Write out each line from the data below that includes the word "Right".
(EXCERPTED DATA Opens)
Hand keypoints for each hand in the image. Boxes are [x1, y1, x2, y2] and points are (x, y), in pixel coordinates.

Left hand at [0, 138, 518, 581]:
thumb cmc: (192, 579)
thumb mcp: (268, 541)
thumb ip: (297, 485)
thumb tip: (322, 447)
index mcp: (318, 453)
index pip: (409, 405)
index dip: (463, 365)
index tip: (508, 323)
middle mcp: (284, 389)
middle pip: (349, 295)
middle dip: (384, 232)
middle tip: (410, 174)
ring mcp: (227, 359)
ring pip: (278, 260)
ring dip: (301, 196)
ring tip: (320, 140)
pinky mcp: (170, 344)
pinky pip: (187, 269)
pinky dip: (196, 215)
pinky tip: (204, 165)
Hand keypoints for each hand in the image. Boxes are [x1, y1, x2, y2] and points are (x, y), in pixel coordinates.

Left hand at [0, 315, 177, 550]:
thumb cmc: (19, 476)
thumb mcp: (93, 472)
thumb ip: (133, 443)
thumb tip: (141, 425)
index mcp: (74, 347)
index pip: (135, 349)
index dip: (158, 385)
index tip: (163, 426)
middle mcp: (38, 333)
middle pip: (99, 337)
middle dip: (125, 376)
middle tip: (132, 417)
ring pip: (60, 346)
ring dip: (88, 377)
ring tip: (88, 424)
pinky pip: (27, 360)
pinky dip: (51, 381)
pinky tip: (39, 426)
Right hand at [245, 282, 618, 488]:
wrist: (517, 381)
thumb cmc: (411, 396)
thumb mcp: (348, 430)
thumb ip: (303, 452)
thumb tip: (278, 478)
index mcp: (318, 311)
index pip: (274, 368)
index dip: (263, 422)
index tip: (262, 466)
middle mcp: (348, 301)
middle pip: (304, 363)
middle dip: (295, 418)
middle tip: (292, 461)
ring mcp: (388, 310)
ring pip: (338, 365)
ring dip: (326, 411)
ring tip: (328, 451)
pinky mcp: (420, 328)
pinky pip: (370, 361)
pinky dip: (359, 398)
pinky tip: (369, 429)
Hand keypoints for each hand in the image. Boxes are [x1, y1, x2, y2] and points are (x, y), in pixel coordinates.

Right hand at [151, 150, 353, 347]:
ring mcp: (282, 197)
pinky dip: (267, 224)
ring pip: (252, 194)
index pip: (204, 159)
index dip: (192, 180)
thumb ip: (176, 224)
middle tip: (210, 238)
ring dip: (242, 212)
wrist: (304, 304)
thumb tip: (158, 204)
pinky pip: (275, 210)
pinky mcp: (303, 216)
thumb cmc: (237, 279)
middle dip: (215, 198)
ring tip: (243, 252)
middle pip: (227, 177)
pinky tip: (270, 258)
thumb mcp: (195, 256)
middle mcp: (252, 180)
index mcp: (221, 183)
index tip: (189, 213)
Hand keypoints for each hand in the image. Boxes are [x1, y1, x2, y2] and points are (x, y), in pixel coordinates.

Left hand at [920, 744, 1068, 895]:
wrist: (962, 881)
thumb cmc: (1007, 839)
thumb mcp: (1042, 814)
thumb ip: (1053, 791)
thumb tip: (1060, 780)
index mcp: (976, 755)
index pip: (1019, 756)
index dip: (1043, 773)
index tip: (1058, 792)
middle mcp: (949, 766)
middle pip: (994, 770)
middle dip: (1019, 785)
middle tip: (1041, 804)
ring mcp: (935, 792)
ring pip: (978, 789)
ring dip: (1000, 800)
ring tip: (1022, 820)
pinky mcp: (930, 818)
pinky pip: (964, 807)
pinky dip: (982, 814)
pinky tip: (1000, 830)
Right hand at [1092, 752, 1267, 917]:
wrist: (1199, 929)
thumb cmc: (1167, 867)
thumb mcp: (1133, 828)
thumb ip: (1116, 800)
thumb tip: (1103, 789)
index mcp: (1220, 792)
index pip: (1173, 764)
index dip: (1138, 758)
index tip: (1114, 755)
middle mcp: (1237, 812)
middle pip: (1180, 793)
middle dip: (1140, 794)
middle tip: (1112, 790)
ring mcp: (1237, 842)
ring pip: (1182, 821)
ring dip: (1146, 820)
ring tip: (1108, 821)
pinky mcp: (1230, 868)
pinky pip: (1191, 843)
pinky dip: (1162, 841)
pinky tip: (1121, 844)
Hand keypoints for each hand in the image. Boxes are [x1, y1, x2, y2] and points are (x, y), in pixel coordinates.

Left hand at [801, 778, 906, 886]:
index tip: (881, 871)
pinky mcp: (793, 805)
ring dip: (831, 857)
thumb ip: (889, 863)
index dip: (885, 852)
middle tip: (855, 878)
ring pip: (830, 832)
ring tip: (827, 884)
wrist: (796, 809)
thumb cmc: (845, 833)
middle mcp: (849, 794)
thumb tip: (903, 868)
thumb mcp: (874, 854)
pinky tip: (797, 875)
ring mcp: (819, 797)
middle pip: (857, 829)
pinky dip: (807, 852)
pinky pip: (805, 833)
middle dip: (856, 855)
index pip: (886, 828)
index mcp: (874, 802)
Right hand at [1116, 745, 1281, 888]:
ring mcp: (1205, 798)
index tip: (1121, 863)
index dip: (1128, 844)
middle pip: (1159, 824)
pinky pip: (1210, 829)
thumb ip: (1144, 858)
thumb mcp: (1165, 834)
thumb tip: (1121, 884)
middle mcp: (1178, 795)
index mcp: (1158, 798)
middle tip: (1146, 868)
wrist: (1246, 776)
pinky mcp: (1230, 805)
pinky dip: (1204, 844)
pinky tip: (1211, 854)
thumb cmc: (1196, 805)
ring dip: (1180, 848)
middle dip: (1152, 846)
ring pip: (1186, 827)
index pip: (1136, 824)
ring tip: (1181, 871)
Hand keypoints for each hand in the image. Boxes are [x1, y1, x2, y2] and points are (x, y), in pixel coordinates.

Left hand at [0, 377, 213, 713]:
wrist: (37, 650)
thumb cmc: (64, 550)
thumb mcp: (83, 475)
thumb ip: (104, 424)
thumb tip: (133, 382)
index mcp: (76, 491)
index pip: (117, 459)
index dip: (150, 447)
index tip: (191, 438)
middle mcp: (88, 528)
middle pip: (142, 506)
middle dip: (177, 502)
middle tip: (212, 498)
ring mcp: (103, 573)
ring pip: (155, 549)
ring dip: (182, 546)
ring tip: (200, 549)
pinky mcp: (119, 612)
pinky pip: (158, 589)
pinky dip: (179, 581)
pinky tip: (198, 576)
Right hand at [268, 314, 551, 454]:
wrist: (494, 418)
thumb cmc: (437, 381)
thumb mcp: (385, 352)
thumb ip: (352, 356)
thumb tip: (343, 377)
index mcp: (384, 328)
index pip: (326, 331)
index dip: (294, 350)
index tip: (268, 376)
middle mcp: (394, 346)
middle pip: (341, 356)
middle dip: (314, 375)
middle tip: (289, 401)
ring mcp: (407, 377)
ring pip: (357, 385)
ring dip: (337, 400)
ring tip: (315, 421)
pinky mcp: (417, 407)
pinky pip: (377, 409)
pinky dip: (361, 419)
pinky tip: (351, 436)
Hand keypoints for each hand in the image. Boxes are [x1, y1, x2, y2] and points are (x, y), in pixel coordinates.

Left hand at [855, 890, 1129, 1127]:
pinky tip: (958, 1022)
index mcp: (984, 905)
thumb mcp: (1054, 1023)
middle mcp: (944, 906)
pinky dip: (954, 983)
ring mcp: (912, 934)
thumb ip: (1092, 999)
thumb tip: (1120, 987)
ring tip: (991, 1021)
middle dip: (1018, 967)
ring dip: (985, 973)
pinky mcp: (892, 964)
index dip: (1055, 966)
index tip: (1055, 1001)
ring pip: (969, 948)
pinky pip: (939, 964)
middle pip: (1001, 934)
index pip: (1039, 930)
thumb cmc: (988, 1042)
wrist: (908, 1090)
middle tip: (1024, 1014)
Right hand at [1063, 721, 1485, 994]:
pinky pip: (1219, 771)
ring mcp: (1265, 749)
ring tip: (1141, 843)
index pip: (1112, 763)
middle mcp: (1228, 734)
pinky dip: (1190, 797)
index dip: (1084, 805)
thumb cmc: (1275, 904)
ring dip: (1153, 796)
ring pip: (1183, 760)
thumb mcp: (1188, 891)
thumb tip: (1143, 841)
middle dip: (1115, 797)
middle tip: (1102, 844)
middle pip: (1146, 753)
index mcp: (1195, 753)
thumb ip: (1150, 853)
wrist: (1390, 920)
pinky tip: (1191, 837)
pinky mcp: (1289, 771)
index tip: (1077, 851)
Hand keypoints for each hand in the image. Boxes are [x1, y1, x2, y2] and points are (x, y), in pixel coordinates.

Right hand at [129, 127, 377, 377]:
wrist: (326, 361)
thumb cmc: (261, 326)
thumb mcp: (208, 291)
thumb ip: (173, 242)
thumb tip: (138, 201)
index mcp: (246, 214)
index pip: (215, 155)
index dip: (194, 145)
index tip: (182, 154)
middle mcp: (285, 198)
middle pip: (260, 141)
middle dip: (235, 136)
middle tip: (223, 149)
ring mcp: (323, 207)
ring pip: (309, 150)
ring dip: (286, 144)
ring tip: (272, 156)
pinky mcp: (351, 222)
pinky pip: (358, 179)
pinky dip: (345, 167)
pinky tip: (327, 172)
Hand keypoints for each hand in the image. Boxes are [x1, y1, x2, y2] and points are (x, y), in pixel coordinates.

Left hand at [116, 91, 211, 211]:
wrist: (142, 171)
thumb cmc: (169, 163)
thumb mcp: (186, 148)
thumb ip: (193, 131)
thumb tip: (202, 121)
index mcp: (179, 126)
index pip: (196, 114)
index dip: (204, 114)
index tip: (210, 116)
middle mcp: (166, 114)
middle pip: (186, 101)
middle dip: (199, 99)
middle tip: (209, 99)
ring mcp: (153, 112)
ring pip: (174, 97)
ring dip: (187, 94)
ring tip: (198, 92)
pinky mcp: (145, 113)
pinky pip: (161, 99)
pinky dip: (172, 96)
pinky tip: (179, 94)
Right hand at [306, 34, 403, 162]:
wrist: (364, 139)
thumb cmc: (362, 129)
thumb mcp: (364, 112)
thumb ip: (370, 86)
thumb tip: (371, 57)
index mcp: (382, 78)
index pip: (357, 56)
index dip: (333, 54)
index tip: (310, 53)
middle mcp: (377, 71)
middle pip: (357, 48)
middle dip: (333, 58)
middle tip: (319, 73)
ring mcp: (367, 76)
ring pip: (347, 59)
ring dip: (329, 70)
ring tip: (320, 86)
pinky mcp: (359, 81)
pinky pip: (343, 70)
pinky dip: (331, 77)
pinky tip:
(EXCERPTED DATA Closes)
TASK ANSWER —
Right hand at [245, 282, 618, 488]:
Right hand at [151, 150, 353, 347]:
Right hand at [1092, 752, 1267, 917]:
Right hand at [1116, 745, 1281, 888]:
Right hand at [268, 314, 551, 454]:
Right hand at [1063, 721, 1485, 994]:
Right hand at [129, 127, 377, 377]:
Right hand at [306, 34, 403, 162]:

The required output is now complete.